Problem details:
Reproduce each of the entries that follow, exactly.

Data provided:
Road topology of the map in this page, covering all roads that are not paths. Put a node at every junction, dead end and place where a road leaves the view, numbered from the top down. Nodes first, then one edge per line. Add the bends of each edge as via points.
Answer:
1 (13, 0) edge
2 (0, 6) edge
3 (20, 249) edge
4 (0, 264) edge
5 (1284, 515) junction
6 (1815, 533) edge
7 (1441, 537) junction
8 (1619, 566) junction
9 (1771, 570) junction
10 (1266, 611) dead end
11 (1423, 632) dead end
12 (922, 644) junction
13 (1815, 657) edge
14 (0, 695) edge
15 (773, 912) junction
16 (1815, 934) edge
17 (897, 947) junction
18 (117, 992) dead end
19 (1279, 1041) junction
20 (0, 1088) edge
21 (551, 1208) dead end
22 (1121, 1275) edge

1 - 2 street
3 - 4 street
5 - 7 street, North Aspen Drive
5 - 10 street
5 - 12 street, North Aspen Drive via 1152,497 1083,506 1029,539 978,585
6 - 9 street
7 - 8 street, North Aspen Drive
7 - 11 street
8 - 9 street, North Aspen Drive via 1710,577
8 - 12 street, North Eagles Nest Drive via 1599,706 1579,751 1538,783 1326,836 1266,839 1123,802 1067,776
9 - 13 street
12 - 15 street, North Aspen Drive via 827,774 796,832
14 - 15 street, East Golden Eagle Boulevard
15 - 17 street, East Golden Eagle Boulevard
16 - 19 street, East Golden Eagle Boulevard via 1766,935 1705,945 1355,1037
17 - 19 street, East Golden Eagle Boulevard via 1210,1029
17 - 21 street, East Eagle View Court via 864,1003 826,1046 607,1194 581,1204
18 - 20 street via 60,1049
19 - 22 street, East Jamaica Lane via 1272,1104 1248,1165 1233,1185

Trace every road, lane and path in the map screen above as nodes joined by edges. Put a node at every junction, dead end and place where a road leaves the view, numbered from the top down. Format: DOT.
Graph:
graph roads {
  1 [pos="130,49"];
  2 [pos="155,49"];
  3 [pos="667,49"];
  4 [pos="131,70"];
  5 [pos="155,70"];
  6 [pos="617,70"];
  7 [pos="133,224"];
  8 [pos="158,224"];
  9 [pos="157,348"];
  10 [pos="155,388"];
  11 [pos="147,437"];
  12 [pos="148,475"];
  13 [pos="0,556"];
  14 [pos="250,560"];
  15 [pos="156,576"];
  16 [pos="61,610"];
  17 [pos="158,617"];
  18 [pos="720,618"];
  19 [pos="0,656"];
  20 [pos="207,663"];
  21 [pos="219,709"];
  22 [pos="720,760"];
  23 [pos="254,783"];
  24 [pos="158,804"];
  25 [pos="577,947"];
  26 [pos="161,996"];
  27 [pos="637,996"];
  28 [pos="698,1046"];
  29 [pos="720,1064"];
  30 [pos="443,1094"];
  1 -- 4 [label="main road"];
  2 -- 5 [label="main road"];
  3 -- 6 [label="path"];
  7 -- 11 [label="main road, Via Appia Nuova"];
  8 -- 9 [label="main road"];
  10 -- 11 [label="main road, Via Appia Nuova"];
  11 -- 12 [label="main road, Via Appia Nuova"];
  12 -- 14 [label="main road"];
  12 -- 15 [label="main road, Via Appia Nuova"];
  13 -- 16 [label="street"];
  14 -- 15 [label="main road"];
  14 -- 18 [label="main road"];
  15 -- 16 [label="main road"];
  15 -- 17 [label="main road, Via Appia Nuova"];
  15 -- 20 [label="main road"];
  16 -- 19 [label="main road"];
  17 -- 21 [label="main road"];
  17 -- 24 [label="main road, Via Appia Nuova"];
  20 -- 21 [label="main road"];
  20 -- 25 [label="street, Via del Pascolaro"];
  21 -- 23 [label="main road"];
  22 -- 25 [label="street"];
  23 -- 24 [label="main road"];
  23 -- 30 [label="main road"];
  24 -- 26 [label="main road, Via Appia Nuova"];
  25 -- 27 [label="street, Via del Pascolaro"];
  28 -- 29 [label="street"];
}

The answer:
Road topology of the map in this page, covering all roads that are not paths. Put a node at every junction, dead end and place where a road leaves the view, numbered from the top down. Nodes first, then one edge per line. Add the bends of each edge as via points.
Answer:
1 (13, 0) edge
2 (0, 6) edge
3 (20, 249) edge
4 (0, 264) edge
5 (1284, 515) junction
6 (1815, 533) edge
7 (1441, 537) junction
8 (1619, 566) junction
9 (1771, 570) junction
10 (1266, 611) dead end
11 (1423, 632) dead end
12 (922, 644) junction
13 (1815, 657) edge
14 (0, 695) edge
15 (773, 912) junction
16 (1815, 934) edge
17 (897, 947) junction
18 (117, 992) dead end
19 (1279, 1041) junction
20 (0, 1088) edge
21 (551, 1208) dead end
22 (1121, 1275) edge

1 - 2 street
3 - 4 street
5 - 7 street, North Aspen Drive
5 - 10 street
5 - 12 street, North Aspen Drive via 1152,497 1083,506 1029,539 978,585
6 - 9 street
7 - 8 street, North Aspen Drive
7 - 11 street
8 - 9 street, North Aspen Drive via 1710,577
8 - 12 street, North Eagles Nest Drive via 1599,706 1579,751 1538,783 1326,836 1266,839 1123,802 1067,776
9 - 13 street
12 - 15 street, North Aspen Drive via 827,774 796,832
14 - 15 street, East Golden Eagle Boulevard
15 - 17 street, East Golden Eagle Boulevard
16 - 19 street, East Golden Eagle Boulevard via 1766,935 1705,945 1355,1037
17 - 19 street, East Golden Eagle Boulevard via 1210,1029
17 - 21 street, East Eagle View Court via 864,1003 826,1046 607,1194 581,1204
18 - 20 street via 60,1049
19 - 22 street, East Jamaica Lane via 1272,1104 1248,1165 1233,1185

Trace every road, lane and path in the map screen above as nodes joined by edges. Put a node at every junction, dead end and place where a road leaves the view, numbered from the top down. Format: DOT.
Graph:
graph roads {
  1 [pos="130,49"];
  2 [pos="155,49"];
  3 [pos="667,49"];
  4 [pos="131,70"];
  5 [pos="155,70"];
  6 [pos="617,70"];
  7 [pos="133,224"];
  8 [pos="158,224"];
  9 [pos="157,348"];
  10 [pos="155,388"];
  11 [pos="147,437"];
  12 [pos="148,475"];
  13 [pos="0,556"];
  14 [pos="250,560"];
  15 [pos="156,576"];
  16 [pos="61,610"];
  17 [pos="158,617"];
  18 [pos="720,618"];
  19 [pos="0,656"];
  20 [pos="207,663"];
  21 [pos="219,709"];
  22 [pos="720,760"];
  23 [pos="254,783"];
  24 [pos="158,804"];
  25 [pos="577,947"];
  26 [pos="161,996"];
  27 [pos="637,996"];
  28 [pos="698,1046"];
  29 [pos="720,1064"];
  30 [pos="443,1094"];
  1 -- 4 [label="main road"];
  2 -- 5 [label="main road"];
  3 -- 6 [label="path"];
  7 -- 11 [label="main road, Via Appia Nuova"];
  8 -- 9 [label="main road"];
  10 -- 11 [label="main road, Via Appia Nuova"];
  11 -- 12 [label="main road, Via Appia Nuova"];
  12 -- 14 [label="main road"];
  12 -- 15 [label="main road, Via Appia Nuova"];
  13 -- 16 [label="street"];
  14 -- 15 [label="main road"];
  14 -- 18 [label="main road"];
  15 -- 16 [label="main road"];
  15 -- 17 [label="main road, Via Appia Nuova"];
  15 -- 20 [label="main road"];
  16 -- 19 [label="main road"];
  17 -- 21 [label="main road"];
  17 -- 24 [label="main road, Via Appia Nuova"];
  20 -- 21 [label="main road"];
  20 -- 25 [label="street, Via del Pascolaro"];
  21 -- 23 [label="main road"];
  22 -- 25 [label="street"];
  23 -- 24 [label="main road"];
  23 -- 30 [label="main road"];
  24 -- 26 [label="main road, Via Appia Nuova"];
  25 -- 27 [label="street, Via del Pascolaro"];
  28 -- 29 [label="street"];
}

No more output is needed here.